## Stored data
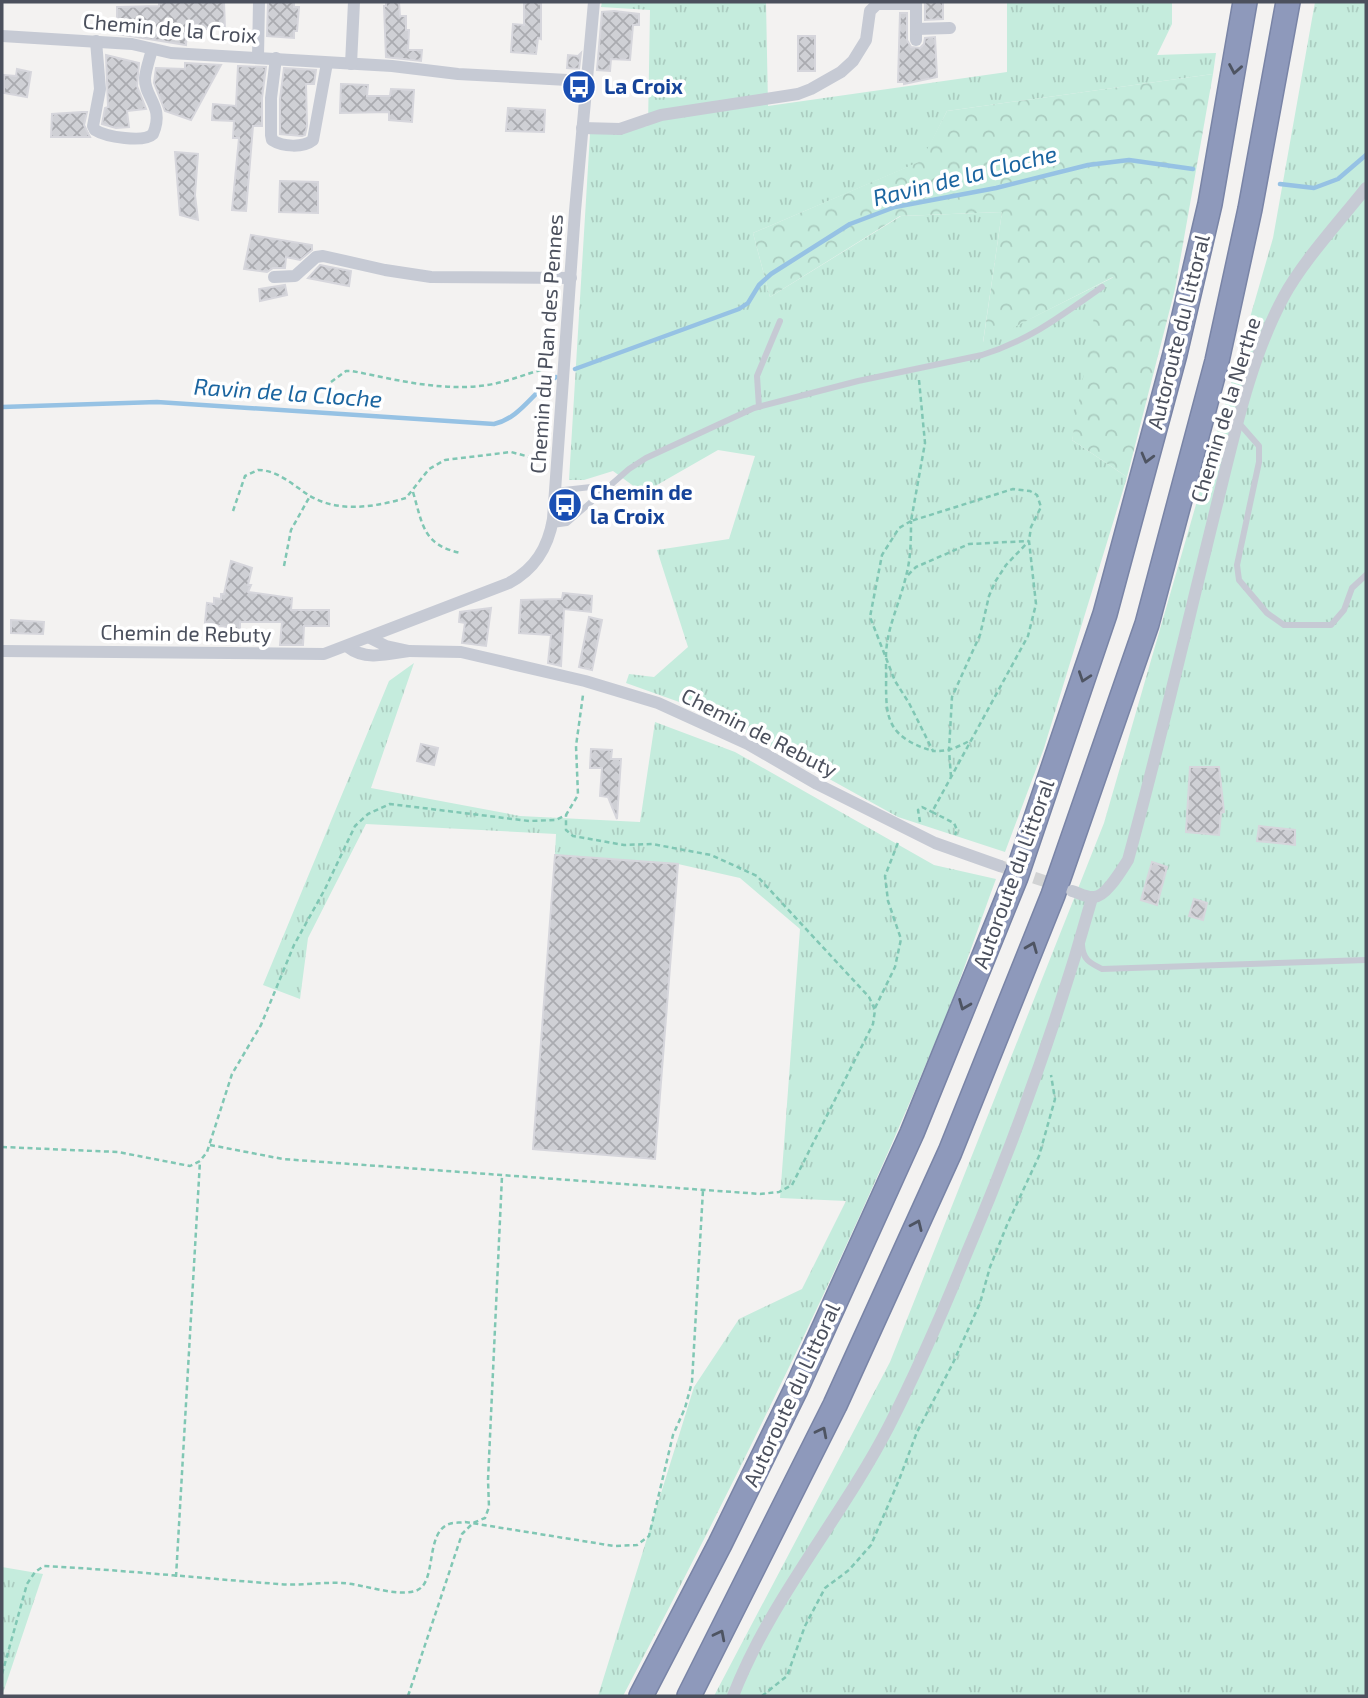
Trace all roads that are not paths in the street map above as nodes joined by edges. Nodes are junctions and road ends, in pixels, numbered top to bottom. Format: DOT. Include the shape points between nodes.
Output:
graph roads {
  1 [pos="259,2"];
  2 [pos="354,2"];
  3 [pos="594,2"];
  4 [pos="1245,2"];
  5 [pos="1288,2"];
  6 [pos="916,3"];
  7 [pos="950,28"];
  8 [pos="2,36"];
  9 [pos="96,41"];
  10 [pos="152,49"];
  11 [pos="258,57"];
  12 [pos="276,58"];
  13 [pos="327,63"];
  14 [pos="351,64"];
  15 [pos="586,81"];
  16 [pos="582,128"];
  17 [pos="1366,188"];
  18 [pos="274,277"];
  19 [pos="571,278"];
  20 [pos="1102,287"];
  21 [pos="780,321"];
  22 [pos="759,407"];
  23 [pos="1238,422"];
  24 [pos="611,485"];
  25 [pos="555,491"];
  26 [pos="552,525"];
  27 [pos="1366,575"];
  28 [pos="370,638"];
  29 [pos="348,647"];
  30 [pos="2,651"];
  31 [pos="409,651"];
  32 [pos="1000,866"];
  33 [pos="1072,891"];
  34 [pos="1092,898"];
  35 [pos="1082,937"];
  36 [pos="1366,960"];
  37 [pos="641,1696"];
  38 [pos="689,1696"];
  39 [pos="733,1696"];
  1 -- 11 [label="street"];
  2 -- 14 [label="street"];
  3 -- 15 [label="street, Chemin du Plan des Pennes"];
  4 -- 37 [label="highway, Autoroute du Littoral, one-way" via="1210,204 1175,354 1105,614 1016,877 912,1133 802,1377"];
  38 -- 5 [label="highway, Autoroute du Littoral, one-way" via="858,1355 950,1152 1053,895 1147,624 1217,361 1251,209"];
  6 -- 7 [label="street" via="916,34"];
  6 -- 16 [label="street" via="877,4 870,11 866,40 853,61 798,94 661,115 620,129"];
  8 -- 9 [label="street, Chemin de la Croix"];
  9 -- 10 [label="street, Chemin de la Croix"];
  9 -- 10 [label="street" via="100,89 93,126 104,135 145,139 153,134 156,110 145,78"];
  10 -- 11 [label="street, Chemin de la Croix"];
  11 -- 12 [label="street, Chemin de la Croix"];
  12 -- 13 [label="street, Chemin de la Croix"];
  12 -- 13 [label="street" via="271,135 281,145 304,145 313,140"];
  13 -- 14 [label="street, Chemin de la Croix"];
  14 -- 15 [label="street, Chemin de la Croix"];
  15 -- 16 [label="street, Chemin du Plan des Pennes"];
  16 -- 19 [label="street, Chemin du Plan des Pennes"];
  17 -- 23 [label="street, Chemin de la Nerthe" via="1284,296 1270,324"];
  18 -- 19 [label="street" via="295,276 323,256 431,277"];
  19 -- 25 [label="street, Chemin du Plan des Pennes"];
  20 -- 22 [label="lane" via="1027,338 982,355"];
  21 -- 22 [label="lane" via="757,376"];
  22 -- 24 [label="lane" via="646,458"];
  23 -- 27 [label="lane" via="1259,446 1237,565 1239,580 1267,613 1284,625 1331,625 1344,610 1352,588"];
  23 -- 34 [label="street, Chemin de la Nerthe" via="1128,860 1107,889"];
  24 -- 25 [label="lane"];
  24 -- 26 [label="lane" via="567,523"];
  25 -- 26 [label="street, Chemin du Plan des Pennes"];
  26 -- 28 [label="street, Chemin du Plan des Pennes" via="543,552 517,579"];
  28 -- 29 [label="street, Chemin du Plan des Pennes"];
  28 -- 31 [label="street, Chemin de Rebuty"];
  29 -- 30 [label="street, Chemin de Rebuty" via="317,655"];
  29 -- 31 [label="street, Chemin de Rebuty" via="374,655"];
  31 -- 32 [label="street, Chemin de Rebuty" via="461,652 658,703 912,831"];
  33 -- 34 [label="street"];
  34 -- 35 [label="street"];
  35 -- 36 [label="lane" via="1082,955 1102,969"];
  35 -- 39 [label="street" via="1011,1148 943,1310 889,1425 854,1488 781,1598"];
}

## DIRECTIONS FOR THIS TASK
Return the records above verbatim, leaving out images.

## ANSWER TO THIS TASK
Trace all roads that are not paths in the street map above as nodes joined by edges. Nodes are junctions and road ends, in pixels, numbered top to bottom. Format: DOT. Include the shape points between nodes.
Output:
graph roads {
  1 [pos="259,2"];
  2 [pos="354,2"];
  3 [pos="594,2"];
  4 [pos="1245,2"];
  5 [pos="1288,2"];
  6 [pos="916,3"];
  7 [pos="950,28"];
  8 [pos="2,36"];
  9 [pos="96,41"];
  10 [pos="152,49"];
  11 [pos="258,57"];
  12 [pos="276,58"];
  13 [pos="327,63"];
  14 [pos="351,64"];
  15 [pos="586,81"];
  16 [pos="582,128"];
  17 [pos="1366,188"];
  18 [pos="274,277"];
  19 [pos="571,278"];
  20 [pos="1102,287"];
  21 [pos="780,321"];
  22 [pos="759,407"];
  23 [pos="1238,422"];
  24 [pos="611,485"];
  25 [pos="555,491"];
  26 [pos="552,525"];
  27 [pos="1366,575"];
  28 [pos="370,638"];
  29 [pos="348,647"];
  30 [pos="2,651"];
  31 [pos="409,651"];
  32 [pos="1000,866"];
  33 [pos="1072,891"];
  34 [pos="1092,898"];
  35 [pos="1082,937"];
  36 [pos="1366,960"];
  37 [pos="641,1696"];
  38 [pos="689,1696"];
  39 [pos="733,1696"];
  1 -- 11 [label="street"];
  2 -- 14 [label="street"];
  3 -- 15 [label="street, Chemin du Plan des Pennes"];
  4 -- 37 [label="highway, Autoroute du Littoral, one-way" via="1210,204 1175,354 1105,614 1016,877 912,1133 802,1377"];
  38 -- 5 [label="highway, Autoroute du Littoral, one-way" via="858,1355 950,1152 1053,895 1147,624 1217,361 1251,209"];
  6 -- 7 [label="street" via="916,34"];
  6 -- 16 [label="street" via="877,4 870,11 866,40 853,61 798,94 661,115 620,129"];
  8 -- 9 [label="street, Chemin de la Croix"];
  9 -- 10 [label="street, Chemin de la Croix"];
  9 -- 10 [label="street" via="100,89 93,126 104,135 145,139 153,134 156,110 145,78"];
  10 -- 11 [label="street, Chemin de la Croix"];
  11 -- 12 [label="street, Chemin de la Croix"];
  12 -- 13 [label="street, Chemin de la Croix"];
  12 -- 13 [label="street" via="271,135 281,145 304,145 313,140"];
  13 -- 14 [label="street, Chemin de la Croix"];
  14 -- 15 [label="street, Chemin de la Croix"];
  15 -- 16 [label="street, Chemin du Plan des Pennes"];
  16 -- 19 [label="street, Chemin du Plan des Pennes"];
  17 -- 23 [label="street, Chemin de la Nerthe" via="1284,296 1270,324"];
  18 -- 19 [label="street" via="295,276 323,256 431,277"];
  19 -- 25 [label="street, Chemin du Plan des Pennes"];
  20 -- 22 [label="lane" via="1027,338 982,355"];
  21 -- 22 [label="lane" via="757,376"];
  22 -- 24 [label="lane" via="646,458"];
  23 -- 27 [label="lane" via="1259,446 1237,565 1239,580 1267,613 1284,625 1331,625 1344,610 1352,588"];
  23 -- 34 [label="street, Chemin de la Nerthe" via="1128,860 1107,889"];
  24 -- 25 [label="lane"];
  24 -- 26 [label="lane" via="567,523"];
  25 -- 26 [label="street, Chemin du Plan des Pennes"];
  26 -- 28 [label="street, Chemin du Plan des Pennes" via="543,552 517,579"];
  28 -- 29 [label="street, Chemin du Plan des Pennes"];
  28 -- 31 [label="street, Chemin de Rebuty"];
  29 -- 30 [label="street, Chemin de Rebuty" via="317,655"];
  29 -- 31 [label="street, Chemin de Rebuty" via="374,655"];
  31 -- 32 [label="street, Chemin de Rebuty" via="461,652 658,703 912,831"];
  33 -- 34 [label="street"];
  34 -- 35 [label="street"];
  35 -- 36 [label="lane" via="1082,955 1102,969"];
  35 -- 39 [label="street" via="1011,1148 943,1310 889,1425 854,1488 781,1598"];
}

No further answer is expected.